全編合唱曲なので、他の交響曲とはちょっと趣が違うのかもしれませんが、とても聴き易くて、パッショネイトがあって、なんというか…こう、気分がぐわ〜っと高揚するような、気持ちよさがありますね。
この曲を仕上げた時、マーラーは友人にこう語ったそうです。


「宇宙が突然歌いだすところを想像してみるがいい。もはや人間の声は聞こえず、回転する惑星や太陽の声ばかりが響く。」


ホント、これでもか!っつーほどの人間の声を使いながら、人間ではない存在が立ち現れているような曲なんですよね。
惑星、って言われりゃ、ああそうか〜なんて思えちゃうような(笑)。とにかく大仰な。大仰過ぎて突き抜けちゃってるような。
ちっさいことで悩んでるときなんか聴くにはいいかも!と思いますね。
人間の声ってのには、オーラがあるし。それをやんややんやと浴びると、ちょいとした元気が出てくる気がします。
いいじゃん、マーラー
もっと他のも聴いてみたいです。食指動きました。今まで敬遠してて損しちゃったですよ。


合唱と言えば。
先日のエントリで書いたショスタコーヴィチの「森の歌」ですが、こちらももう、びっくりするくらいわかりやすい曲でした。
「当局の要請に従う」と、なるほど、こういう曲ができるんですね…みたいな感じ。ちょっと驚きました。
だって、絵に描いたようにマスゲーム風味満載の曲なんだもん。
なんだか、それはそれで興味深いんですが。
歌詞もイカシてますよ。
「ピオニールは植林する」とか「スターリングラード市民は前進する」なんて、いかにもな題名がついてたりするの。
私はどこかしら全体主義芸術に(あくまでも芸術表現の一形態として)惹かれてしまうヒトなので、こういうのもホントはちょっと胸キュンだったりします。でもやはり、あまりに大衆的過ぎて、本当の意味での感動には遠いのかもしれない。
例えて言うと、共産主義圏雑貨のキッチュな色彩が魅力的で、一瞬、目を奪われるものの、それがホンモノだとは思ってないのよ…といったところでしょかね。(でも、それはそれで、他では見られない良さがある。たまらなく。)

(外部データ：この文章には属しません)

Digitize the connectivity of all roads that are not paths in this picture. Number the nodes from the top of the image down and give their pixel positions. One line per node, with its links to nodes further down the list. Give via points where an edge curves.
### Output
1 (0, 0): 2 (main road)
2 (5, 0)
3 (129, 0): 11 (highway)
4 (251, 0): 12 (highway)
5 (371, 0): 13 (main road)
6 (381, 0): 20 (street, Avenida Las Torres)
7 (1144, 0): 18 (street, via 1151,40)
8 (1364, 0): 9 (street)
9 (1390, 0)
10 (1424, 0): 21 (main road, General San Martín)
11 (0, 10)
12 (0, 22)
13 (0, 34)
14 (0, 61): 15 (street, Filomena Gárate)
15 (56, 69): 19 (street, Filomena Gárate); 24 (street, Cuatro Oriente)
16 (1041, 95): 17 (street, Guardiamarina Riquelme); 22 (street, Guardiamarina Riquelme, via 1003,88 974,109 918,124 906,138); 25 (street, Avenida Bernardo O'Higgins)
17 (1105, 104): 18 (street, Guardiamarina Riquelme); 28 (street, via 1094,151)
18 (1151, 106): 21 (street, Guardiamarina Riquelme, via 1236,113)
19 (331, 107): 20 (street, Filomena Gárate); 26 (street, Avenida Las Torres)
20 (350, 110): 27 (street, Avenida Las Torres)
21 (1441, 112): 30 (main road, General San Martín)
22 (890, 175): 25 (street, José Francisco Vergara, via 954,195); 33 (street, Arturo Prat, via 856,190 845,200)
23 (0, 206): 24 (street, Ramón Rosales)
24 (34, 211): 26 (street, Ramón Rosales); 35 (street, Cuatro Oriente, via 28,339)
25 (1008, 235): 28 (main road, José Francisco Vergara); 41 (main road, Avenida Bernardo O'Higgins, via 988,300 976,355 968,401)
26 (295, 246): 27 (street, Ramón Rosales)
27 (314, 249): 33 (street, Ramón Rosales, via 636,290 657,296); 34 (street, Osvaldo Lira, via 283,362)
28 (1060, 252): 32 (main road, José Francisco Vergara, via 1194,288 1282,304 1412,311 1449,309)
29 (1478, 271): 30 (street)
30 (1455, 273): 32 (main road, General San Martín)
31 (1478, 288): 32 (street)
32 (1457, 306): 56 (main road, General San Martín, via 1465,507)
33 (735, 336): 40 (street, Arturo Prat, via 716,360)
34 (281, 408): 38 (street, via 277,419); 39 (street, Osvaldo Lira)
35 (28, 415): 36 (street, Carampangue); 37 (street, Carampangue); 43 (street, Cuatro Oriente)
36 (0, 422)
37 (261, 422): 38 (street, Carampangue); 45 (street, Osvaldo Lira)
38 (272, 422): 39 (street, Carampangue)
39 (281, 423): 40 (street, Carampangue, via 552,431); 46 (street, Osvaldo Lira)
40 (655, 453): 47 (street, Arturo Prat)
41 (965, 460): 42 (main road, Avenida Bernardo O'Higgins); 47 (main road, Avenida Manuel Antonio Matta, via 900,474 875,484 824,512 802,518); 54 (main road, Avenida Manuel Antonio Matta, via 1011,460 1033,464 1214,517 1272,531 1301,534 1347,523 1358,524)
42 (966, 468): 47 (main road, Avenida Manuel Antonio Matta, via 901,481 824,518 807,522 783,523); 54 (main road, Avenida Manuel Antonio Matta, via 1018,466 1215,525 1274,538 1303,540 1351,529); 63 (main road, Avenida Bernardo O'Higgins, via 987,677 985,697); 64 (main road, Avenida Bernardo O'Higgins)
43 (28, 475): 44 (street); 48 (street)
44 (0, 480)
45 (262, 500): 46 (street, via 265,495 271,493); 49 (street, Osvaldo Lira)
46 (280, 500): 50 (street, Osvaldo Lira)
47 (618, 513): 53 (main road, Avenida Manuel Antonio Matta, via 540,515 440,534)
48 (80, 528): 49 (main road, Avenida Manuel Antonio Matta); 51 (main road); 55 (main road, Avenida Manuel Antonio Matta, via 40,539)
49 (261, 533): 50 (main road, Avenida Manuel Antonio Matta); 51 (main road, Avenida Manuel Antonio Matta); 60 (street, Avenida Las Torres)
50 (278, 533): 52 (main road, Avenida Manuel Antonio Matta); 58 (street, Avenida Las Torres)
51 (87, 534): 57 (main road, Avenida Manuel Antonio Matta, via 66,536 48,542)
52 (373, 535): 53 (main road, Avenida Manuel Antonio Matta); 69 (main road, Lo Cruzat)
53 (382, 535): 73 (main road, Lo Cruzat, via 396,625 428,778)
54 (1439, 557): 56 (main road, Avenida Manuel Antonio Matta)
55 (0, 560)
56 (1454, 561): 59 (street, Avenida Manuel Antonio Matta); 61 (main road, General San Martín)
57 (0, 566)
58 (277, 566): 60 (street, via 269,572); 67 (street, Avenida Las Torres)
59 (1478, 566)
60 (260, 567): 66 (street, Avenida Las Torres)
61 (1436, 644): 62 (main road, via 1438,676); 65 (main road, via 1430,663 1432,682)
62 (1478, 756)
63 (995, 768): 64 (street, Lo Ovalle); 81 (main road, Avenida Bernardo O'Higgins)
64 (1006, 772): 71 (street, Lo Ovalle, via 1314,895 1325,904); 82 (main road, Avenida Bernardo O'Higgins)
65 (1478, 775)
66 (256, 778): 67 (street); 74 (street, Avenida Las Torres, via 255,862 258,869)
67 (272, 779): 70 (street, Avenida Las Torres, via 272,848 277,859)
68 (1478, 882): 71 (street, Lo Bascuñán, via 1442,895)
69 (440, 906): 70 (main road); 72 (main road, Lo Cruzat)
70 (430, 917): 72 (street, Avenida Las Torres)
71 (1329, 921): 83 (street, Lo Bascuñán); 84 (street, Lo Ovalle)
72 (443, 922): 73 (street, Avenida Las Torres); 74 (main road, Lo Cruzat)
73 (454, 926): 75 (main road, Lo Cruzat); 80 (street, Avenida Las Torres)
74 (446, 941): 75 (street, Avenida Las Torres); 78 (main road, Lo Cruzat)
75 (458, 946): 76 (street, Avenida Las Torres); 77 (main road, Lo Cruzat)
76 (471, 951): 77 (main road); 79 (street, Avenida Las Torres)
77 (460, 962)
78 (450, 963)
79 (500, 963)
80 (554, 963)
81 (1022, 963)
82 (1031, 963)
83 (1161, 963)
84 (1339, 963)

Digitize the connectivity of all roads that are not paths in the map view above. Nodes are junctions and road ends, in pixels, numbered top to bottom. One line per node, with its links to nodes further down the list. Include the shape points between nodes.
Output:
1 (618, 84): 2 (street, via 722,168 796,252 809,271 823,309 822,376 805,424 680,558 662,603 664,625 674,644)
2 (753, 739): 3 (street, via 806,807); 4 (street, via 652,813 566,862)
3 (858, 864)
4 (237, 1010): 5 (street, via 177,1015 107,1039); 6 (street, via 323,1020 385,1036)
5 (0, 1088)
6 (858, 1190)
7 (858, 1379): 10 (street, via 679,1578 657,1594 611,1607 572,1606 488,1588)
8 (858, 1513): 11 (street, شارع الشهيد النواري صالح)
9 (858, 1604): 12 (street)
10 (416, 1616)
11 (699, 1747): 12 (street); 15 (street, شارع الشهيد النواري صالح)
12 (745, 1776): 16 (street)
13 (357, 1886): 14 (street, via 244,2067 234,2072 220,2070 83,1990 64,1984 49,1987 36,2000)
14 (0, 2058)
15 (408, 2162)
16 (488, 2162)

ボロージャのタクトがどう作用しているのかは、聴き比べる材料が無いのでわかりませんが、とてもスッキリとわかりやすい曲になっておりました。
「派手な装飾を排除」してあるようなので、通常はもっと怒涛の合唱になっているのかもしれませんね。そちらも聴いてみたいです。
ともかく、私のイメージしてるショスタコーヴィチの作品とは思えなかったわけですが、でもその反面、「ちーっともやりたくないけど、わざわざ作ってやったのさ。これ、オレの本意じゃないのわかるっしょ?まるわかりっしょ?でも、なかなかこれもいいっしょ?」みたいな、ショスタコの矜持も見えてくるようで、その才能の無尽に打たれる思いがします。
この曲が、歌声喫茶ロシア民謡が流行った頃の、戦後日本の若者の間で人気だったというのはとてもよくわかる気がしました。


ちなみに表題はマラ8の1部6節の題名です。この部分が特にステキなのです。